◆ Work instructions ◆
Only lines that contain the word "controls" are to be returned from the data below.

◆ Stored items ◆
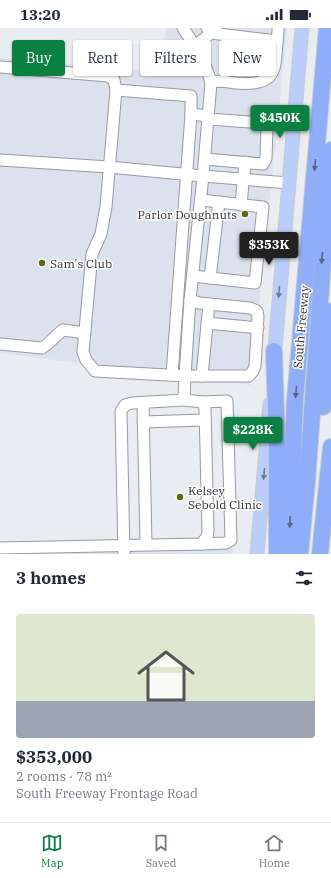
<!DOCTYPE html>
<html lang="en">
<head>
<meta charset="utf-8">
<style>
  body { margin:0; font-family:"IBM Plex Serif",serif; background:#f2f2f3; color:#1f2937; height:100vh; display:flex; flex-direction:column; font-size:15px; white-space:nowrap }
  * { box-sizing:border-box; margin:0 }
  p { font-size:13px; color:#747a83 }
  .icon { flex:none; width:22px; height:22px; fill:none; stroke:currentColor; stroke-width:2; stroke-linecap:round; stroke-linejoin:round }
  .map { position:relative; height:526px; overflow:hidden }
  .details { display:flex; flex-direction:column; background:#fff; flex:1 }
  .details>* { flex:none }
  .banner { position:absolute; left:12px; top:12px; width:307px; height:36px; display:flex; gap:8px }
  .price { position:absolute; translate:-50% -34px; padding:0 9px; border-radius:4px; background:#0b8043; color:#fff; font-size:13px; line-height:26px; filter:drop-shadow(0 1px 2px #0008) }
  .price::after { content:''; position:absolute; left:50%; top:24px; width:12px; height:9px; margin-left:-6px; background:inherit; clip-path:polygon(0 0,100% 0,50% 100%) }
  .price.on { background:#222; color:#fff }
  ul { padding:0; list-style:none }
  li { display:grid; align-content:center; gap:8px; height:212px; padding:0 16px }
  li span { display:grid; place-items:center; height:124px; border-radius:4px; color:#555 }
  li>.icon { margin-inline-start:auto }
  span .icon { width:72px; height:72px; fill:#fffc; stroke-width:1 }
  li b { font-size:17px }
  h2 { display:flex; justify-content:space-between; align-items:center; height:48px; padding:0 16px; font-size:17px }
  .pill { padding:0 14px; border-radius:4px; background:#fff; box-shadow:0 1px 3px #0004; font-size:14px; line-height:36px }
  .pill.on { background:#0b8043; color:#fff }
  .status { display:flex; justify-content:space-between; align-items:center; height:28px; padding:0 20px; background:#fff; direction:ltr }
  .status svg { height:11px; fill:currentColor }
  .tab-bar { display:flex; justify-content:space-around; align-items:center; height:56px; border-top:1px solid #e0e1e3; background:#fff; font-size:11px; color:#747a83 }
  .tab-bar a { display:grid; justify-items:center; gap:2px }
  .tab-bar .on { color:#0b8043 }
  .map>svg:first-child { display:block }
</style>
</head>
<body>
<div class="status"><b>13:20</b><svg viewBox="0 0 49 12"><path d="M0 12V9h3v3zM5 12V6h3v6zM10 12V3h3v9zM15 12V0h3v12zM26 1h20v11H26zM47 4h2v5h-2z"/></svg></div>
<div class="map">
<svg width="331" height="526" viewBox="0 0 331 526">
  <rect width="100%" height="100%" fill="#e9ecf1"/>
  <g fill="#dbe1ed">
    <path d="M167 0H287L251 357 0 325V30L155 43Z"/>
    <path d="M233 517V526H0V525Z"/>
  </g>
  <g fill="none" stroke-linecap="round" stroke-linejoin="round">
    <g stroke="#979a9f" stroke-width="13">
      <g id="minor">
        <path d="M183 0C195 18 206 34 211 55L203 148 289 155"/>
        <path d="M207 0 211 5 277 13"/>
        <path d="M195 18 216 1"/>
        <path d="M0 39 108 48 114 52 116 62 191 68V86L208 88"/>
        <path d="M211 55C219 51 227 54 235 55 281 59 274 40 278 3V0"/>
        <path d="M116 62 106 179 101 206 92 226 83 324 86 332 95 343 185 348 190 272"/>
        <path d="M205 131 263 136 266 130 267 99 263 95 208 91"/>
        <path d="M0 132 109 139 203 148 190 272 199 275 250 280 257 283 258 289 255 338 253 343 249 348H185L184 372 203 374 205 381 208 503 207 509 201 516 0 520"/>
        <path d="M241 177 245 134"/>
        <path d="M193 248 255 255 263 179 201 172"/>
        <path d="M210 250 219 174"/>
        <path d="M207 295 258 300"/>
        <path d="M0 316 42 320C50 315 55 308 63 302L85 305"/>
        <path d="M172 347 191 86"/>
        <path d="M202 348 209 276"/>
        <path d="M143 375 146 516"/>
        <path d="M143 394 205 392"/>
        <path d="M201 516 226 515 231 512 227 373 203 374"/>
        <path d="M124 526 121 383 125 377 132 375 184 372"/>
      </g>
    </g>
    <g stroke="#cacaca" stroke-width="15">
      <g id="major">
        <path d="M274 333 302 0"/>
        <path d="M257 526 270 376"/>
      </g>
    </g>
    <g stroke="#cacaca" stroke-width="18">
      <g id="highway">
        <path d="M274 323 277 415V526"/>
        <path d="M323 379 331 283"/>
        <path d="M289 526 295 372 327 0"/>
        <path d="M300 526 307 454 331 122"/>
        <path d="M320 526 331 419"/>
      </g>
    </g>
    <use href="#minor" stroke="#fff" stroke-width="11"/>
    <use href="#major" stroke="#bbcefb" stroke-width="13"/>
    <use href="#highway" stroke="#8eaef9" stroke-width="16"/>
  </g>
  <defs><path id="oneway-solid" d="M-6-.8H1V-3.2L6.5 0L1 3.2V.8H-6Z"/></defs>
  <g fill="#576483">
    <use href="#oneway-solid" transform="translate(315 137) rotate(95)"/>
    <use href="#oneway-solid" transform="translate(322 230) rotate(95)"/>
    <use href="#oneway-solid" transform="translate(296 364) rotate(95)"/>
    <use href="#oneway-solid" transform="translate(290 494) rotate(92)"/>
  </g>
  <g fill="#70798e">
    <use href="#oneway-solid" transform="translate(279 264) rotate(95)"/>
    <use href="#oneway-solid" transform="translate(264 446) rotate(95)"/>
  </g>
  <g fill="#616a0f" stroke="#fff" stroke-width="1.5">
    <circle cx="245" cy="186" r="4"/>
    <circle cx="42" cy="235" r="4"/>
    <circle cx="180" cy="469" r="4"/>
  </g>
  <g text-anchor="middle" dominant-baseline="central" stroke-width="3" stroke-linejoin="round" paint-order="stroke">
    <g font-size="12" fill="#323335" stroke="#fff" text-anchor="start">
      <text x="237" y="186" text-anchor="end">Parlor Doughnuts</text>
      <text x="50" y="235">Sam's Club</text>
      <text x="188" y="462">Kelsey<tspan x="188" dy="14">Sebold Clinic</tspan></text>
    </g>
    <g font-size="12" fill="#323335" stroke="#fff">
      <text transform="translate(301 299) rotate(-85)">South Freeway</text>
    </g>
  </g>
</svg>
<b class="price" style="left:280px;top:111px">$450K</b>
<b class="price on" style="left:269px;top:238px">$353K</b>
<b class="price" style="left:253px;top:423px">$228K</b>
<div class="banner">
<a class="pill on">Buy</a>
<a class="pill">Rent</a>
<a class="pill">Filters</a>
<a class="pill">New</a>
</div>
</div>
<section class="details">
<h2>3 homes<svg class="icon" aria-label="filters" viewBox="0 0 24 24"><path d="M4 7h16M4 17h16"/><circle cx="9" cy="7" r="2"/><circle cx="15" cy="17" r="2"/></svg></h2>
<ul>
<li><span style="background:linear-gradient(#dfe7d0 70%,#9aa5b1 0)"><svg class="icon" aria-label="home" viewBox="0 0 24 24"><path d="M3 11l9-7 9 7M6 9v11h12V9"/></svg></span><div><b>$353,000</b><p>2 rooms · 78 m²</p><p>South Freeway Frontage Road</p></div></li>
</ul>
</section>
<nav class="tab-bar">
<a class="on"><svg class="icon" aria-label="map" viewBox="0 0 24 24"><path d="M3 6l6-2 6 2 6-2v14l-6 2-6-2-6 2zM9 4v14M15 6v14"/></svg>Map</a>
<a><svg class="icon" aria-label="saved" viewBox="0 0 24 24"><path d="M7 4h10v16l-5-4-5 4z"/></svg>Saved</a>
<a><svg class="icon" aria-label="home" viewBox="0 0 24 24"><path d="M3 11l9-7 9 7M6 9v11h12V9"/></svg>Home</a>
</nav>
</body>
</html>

...

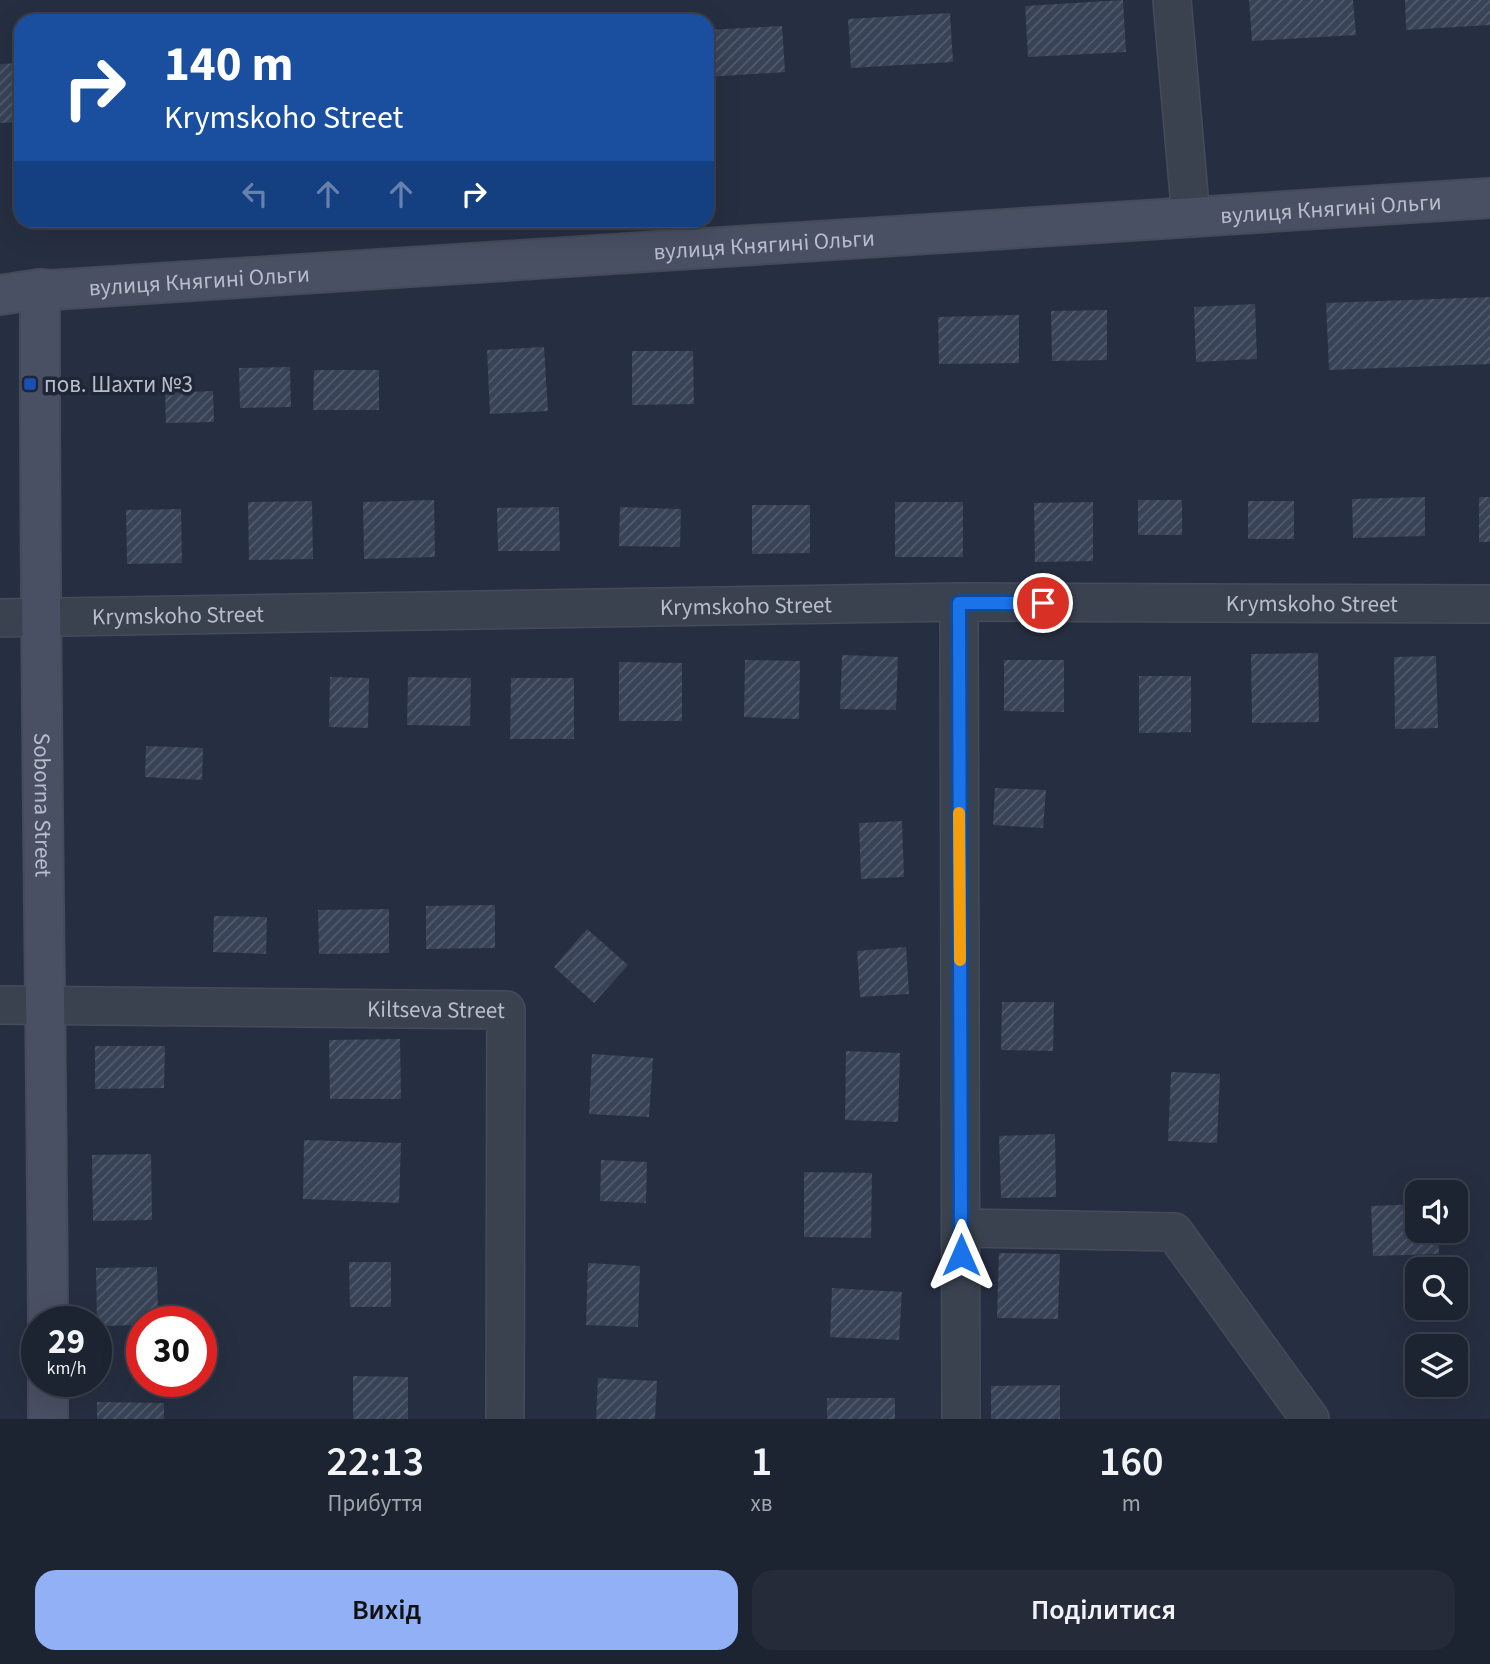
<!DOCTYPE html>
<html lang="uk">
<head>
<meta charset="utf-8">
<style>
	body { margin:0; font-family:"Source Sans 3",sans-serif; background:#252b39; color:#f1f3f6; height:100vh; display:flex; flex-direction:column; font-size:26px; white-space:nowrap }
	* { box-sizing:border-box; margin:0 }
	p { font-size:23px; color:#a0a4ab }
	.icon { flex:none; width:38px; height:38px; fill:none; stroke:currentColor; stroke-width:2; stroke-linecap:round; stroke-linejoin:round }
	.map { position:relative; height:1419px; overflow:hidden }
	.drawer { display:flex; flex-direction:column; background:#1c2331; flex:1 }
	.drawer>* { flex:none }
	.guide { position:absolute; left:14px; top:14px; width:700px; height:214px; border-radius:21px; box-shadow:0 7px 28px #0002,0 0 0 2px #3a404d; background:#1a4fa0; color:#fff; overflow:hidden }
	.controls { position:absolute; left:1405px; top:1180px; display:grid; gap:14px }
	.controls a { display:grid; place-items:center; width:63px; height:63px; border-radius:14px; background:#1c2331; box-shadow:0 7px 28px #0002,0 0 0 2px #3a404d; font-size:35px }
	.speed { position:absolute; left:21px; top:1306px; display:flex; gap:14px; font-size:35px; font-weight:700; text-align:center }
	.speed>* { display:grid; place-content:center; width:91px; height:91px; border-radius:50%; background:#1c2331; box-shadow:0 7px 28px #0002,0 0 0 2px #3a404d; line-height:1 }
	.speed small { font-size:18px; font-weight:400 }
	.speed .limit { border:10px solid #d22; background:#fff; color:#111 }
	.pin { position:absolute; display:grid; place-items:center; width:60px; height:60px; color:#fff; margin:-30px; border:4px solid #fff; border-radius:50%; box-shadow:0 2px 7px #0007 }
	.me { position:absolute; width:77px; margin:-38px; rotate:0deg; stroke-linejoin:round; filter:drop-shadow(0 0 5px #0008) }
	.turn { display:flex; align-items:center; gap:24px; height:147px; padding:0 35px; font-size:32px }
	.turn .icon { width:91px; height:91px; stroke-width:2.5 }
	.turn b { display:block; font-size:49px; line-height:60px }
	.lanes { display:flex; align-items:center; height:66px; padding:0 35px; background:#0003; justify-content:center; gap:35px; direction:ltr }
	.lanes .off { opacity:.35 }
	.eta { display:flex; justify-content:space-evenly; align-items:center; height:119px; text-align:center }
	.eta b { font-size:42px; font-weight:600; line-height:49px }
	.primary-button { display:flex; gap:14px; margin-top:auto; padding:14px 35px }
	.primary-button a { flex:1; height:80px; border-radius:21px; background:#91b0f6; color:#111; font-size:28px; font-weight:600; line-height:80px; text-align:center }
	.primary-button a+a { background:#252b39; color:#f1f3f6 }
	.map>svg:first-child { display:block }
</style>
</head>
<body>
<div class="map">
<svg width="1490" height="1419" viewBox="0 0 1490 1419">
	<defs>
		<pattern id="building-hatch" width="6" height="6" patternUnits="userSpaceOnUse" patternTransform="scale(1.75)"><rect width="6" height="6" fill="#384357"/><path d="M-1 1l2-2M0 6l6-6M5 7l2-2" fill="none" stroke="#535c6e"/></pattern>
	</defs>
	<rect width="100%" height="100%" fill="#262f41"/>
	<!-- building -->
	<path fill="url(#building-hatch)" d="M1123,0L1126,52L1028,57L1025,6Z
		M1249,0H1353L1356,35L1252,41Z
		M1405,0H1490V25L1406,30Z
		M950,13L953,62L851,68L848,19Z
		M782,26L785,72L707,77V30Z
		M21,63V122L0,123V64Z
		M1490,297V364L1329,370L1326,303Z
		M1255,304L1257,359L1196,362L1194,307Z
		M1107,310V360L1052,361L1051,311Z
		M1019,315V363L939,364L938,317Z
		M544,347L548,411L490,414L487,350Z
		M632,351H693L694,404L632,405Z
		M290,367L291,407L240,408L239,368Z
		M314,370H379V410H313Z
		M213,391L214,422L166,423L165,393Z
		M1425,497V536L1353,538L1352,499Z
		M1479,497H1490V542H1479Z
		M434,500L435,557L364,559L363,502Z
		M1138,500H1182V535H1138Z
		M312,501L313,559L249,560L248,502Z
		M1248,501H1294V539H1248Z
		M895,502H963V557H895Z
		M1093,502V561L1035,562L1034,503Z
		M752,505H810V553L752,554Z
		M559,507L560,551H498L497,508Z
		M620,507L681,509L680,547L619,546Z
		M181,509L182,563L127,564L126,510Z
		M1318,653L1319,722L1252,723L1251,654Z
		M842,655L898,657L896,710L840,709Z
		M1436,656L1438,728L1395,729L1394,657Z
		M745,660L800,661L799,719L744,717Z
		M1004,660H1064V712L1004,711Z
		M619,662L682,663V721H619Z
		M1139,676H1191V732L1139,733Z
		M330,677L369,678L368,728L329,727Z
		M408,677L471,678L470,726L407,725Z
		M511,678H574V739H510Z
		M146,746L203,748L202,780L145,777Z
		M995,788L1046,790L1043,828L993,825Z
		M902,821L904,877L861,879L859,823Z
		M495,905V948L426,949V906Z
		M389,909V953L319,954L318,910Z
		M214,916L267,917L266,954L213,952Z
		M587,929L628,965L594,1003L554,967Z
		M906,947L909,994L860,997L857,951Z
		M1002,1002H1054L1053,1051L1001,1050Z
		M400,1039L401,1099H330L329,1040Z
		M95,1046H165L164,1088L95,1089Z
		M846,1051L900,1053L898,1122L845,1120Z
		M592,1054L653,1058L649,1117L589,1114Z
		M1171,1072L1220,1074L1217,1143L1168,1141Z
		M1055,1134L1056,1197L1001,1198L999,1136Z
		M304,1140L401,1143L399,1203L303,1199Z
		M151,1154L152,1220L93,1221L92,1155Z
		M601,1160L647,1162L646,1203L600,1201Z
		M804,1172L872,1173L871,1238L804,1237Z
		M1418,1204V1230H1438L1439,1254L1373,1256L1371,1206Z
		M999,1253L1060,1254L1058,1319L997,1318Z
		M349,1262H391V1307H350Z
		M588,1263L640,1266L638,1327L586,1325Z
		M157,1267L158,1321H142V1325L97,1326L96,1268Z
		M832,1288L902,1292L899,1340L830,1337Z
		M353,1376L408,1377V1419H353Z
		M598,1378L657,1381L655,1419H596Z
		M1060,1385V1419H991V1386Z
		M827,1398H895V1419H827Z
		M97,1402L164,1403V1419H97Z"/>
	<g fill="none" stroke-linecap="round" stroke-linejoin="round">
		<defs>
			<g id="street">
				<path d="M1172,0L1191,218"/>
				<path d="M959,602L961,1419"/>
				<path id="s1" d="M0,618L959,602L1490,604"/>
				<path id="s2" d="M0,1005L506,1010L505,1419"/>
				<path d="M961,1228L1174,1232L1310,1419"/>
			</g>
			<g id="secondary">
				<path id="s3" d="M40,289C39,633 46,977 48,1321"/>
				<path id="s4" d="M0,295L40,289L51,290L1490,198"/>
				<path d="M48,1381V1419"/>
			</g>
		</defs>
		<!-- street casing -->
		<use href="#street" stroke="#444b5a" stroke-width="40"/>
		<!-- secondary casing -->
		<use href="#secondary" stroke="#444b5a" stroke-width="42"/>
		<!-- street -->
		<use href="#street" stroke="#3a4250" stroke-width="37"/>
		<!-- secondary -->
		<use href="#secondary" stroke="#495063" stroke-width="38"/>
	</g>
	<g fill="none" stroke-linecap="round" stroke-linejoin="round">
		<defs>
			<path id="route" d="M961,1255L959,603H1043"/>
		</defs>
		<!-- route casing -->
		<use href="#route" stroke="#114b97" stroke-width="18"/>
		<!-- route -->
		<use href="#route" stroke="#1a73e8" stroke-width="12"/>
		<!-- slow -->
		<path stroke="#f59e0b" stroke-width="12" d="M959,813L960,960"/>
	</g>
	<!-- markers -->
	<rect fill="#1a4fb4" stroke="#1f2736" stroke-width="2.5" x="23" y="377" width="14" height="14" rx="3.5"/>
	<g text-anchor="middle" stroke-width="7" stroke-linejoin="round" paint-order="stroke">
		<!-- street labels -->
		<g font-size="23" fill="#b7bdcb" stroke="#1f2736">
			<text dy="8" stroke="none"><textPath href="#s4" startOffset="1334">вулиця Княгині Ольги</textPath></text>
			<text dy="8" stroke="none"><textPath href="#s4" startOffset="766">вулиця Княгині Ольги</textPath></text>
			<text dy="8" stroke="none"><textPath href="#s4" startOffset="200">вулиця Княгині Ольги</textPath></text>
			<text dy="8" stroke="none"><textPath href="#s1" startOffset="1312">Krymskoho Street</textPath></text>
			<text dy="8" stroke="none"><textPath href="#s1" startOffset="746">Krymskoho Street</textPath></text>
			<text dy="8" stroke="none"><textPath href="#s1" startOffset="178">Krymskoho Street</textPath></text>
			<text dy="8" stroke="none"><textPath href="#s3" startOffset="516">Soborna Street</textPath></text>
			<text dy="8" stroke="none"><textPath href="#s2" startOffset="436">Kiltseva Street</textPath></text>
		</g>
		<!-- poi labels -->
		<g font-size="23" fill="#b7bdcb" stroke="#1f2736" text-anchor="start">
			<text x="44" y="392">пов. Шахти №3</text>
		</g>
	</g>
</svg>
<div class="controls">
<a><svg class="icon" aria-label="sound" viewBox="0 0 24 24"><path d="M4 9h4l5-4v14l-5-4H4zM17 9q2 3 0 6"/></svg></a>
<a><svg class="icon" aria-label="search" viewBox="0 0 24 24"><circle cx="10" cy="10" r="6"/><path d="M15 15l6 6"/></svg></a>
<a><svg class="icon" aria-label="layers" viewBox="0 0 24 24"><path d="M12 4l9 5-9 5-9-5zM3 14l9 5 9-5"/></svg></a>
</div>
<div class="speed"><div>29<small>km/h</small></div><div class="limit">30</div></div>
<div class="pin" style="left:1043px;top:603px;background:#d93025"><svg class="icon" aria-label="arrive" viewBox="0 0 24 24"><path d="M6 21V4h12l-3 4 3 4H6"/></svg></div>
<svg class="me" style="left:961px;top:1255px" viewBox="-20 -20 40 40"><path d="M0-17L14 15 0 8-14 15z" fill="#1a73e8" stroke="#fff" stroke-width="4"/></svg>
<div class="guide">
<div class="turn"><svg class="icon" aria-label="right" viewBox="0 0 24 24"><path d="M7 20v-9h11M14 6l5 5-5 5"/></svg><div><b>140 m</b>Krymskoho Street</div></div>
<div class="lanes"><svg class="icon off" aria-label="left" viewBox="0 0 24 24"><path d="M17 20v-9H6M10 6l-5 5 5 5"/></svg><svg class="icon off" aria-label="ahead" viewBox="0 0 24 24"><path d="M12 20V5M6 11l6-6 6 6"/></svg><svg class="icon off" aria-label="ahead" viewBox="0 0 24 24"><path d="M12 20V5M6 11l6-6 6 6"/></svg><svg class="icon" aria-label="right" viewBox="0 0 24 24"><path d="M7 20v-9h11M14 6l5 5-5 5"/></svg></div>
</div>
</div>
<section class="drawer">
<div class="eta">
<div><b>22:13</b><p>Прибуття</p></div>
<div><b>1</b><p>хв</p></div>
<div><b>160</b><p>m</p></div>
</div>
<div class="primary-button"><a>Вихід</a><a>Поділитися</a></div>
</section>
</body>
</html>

◆ Written solution ◆
	.controls { position:absolute; left:1405px; top:1180px; display:grid; gap:14px }
	.controls a { display:grid; place-items:center; width:63px; height:63px; border-radius:14px; background:#1c2331; box-shadow:0 7px 28px #0002,0 0 0 2px #3a404d; font-size:35px }
<div class="controls">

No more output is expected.